“Cloud technology and services create some challenges, but certainly present great opportunities in education.”
So said John Cartwright, chairman of the Universities and Colleges Information Systems Association – or Ucisa – at the Jisc technology forum earlier this month.
Use of “the cloud” has certainly taken off since it was first brought to the attention of the world in 2006 by Google’s former CEO, Eric Schmidt, who introduced the term at an industry conference.
The basic idea of cloud computing is combining computing resources – be that networks, servers, storage or applications – in a shared pool, with “tenants”, such as universities, renting what they need without having to go to the provider every time their requirements change. These pools may be shared within a single organisation (private cloud) or available to everyone on the internet (public cloud).
A survey of IT and library leads in UK education about their usage of cloud technology, carried out by Jisc, found that collaboration and sharing opportunities offered by the cloud were a key benefit and driver for adoption.

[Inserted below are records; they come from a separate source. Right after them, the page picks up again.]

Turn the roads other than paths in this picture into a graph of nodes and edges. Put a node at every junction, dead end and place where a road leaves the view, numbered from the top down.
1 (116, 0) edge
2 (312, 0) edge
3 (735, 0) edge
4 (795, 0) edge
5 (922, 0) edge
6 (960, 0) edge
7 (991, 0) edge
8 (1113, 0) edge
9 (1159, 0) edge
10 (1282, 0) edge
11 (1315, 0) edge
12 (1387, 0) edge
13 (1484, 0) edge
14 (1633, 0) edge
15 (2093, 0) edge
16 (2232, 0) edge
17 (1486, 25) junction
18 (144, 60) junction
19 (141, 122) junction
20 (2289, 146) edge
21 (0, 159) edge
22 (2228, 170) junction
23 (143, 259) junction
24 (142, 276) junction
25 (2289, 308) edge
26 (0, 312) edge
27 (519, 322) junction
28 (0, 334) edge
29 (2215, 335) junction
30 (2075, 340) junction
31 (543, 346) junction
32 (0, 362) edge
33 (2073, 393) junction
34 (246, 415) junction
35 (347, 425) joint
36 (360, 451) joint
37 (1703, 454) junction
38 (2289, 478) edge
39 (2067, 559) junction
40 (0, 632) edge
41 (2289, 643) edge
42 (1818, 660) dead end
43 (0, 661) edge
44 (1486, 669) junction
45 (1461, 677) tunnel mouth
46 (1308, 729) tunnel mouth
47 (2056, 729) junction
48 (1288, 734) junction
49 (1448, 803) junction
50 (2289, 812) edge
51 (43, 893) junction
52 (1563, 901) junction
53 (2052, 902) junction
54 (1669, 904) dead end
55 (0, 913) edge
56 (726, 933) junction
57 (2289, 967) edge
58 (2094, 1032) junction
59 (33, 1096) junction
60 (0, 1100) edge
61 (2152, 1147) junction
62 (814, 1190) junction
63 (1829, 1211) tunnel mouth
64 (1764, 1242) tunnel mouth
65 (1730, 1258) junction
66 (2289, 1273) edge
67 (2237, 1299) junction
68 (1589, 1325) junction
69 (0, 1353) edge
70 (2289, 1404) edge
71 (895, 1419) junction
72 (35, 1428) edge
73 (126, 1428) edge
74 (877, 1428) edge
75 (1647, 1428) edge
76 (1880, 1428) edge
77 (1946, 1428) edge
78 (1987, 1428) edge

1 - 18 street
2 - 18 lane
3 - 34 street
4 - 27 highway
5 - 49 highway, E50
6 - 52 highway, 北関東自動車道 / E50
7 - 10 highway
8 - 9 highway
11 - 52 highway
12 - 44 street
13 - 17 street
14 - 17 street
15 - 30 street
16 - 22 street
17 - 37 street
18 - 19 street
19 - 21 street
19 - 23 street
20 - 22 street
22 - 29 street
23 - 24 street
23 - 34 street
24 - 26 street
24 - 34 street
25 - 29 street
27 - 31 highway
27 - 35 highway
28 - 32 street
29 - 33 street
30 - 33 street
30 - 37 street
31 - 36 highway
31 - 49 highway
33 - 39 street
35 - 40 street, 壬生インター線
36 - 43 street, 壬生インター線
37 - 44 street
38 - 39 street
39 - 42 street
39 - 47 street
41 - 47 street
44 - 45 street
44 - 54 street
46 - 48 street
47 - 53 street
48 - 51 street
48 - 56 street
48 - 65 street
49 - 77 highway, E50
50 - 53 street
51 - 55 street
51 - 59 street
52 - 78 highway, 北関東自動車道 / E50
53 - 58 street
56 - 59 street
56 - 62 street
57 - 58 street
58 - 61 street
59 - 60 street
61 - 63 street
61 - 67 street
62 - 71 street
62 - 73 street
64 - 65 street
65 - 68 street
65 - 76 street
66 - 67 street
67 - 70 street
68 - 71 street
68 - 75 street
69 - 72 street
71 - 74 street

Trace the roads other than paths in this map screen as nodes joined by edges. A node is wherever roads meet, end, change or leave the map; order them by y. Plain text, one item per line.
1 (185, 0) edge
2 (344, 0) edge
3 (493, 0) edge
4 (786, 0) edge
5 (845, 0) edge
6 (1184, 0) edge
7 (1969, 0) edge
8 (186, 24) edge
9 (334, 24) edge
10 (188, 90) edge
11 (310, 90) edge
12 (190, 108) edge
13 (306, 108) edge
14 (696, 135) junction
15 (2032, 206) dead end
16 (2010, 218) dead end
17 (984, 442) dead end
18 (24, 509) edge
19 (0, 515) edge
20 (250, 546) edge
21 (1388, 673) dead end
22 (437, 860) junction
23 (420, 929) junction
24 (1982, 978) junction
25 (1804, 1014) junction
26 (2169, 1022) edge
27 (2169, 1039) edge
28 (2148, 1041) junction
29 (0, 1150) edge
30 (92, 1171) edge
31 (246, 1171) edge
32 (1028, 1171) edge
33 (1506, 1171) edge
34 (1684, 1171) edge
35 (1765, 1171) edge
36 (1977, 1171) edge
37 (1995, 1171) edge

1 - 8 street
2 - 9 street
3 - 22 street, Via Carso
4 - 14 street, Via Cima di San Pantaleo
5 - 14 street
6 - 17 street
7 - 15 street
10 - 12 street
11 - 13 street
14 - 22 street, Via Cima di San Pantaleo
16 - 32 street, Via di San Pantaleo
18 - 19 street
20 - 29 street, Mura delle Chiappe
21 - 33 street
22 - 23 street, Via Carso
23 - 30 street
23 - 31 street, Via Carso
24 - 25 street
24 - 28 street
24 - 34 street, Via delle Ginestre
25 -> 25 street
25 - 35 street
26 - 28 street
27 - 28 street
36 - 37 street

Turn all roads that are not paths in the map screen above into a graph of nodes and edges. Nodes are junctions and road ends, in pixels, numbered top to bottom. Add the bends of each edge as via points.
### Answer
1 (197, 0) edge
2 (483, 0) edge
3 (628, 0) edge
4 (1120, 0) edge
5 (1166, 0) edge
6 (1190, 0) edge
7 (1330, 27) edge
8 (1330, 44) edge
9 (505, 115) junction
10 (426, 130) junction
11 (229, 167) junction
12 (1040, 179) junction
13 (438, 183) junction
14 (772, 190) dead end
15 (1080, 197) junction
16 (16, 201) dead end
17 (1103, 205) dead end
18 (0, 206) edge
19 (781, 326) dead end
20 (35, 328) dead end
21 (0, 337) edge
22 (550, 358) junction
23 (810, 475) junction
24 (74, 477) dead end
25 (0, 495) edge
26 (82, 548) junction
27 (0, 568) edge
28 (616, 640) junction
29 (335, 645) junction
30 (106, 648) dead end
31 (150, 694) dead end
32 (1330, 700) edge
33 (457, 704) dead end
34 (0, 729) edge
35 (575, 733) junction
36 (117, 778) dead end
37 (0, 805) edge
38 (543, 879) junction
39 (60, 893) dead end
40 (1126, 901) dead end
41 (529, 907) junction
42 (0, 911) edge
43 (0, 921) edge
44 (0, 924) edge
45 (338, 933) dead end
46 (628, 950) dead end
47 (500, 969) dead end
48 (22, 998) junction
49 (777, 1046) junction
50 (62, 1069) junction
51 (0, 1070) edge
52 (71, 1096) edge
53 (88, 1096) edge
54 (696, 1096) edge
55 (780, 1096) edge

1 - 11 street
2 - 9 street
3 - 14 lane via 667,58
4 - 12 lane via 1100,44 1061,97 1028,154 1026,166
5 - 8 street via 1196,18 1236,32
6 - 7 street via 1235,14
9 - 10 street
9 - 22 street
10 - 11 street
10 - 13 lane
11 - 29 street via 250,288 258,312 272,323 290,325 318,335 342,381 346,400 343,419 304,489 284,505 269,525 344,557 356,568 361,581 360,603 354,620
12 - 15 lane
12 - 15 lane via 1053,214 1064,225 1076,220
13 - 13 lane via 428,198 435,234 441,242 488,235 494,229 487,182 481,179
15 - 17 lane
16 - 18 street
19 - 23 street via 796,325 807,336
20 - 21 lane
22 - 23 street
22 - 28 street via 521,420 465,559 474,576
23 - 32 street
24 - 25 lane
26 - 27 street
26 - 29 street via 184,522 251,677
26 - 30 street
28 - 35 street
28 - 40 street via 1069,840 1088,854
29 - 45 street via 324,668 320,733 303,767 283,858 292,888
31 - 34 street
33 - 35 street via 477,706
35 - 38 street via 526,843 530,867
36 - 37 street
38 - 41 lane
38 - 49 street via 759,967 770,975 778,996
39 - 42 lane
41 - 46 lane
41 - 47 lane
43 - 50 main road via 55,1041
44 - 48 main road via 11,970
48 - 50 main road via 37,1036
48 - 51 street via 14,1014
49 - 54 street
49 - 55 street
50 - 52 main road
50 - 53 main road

Collaboration saves both time and money, and by sharing data, resources and tasks, organisations are able to learn from each other, supporting innovation and quality.
A good example of this is the popularity of email cloud based systems. Some 76 per cent of universities are currently using cloud based systems for student e-mail. I believe this is because they are not only more flexible for a normal user accessing their account from a range of devices and locations, but they are also a more cost effective solution for the organisation.
So there are some clear benefits, but is everyone approaching cloud in the same way? Some 76 per cent of HE providers are using cloud for business applications, such as payroll processing and management software. Another popular area of usage is in supporting research outputs, with 53 per cent of higher education providers using private cloud and 34 per cent using public cloud. But not everyone is signing up to the same package.
It’s only natural that these services are being deployed depending on need – whether that’s better integration between the cloud and other software products, or because they offer flexibility to scale up or down as requirements change.
So what are the downfalls, I hear you ask? There are certainly still worries about cloud technologies. Some 68 per cent said security was their main challenge when trying to use cloud technologies and 65 per cent flagged legal concerns as their main concern.
Cloud can offer savings, but it can also work out more expensive if you’re using it for the wrong purpose. For example if you need capacity only during specific points of the year, such as clearing, then renting from a cloud may be cheaper than buying as you’re not having to pay for the technology when it’s not being used.
At the other end of the scale, if you require anything other than the standard service on offer this is likely to attract an additional charge. So cloud may be cheaper for standard or intermittently-used services, while in-house can be more cost effective for specialised operations.
Regarding security, concerns originally arose from public clouds that allowed different users to use the same equipment. Fortunately, keeping customers’ information separate is vital to modern cloud providers’ reputations and their technologies and processes are designed to do it well. Indeed, clouds can have significant security benefits.
Whether cloud or in-house better delivers your security requirements depends largely on the kinds of attack you need to defend against. If you are most concerned about burglars or hackers then a cloud will give you state-of-the-art protection. If you need to know precisely what security measures are being taken, or only need to access information from specific physical locations, then in-house can provide that control.
Jeremy Sharp is director of strategic technologies at Jisc, the national charity that provides digital solutions for UK higher education.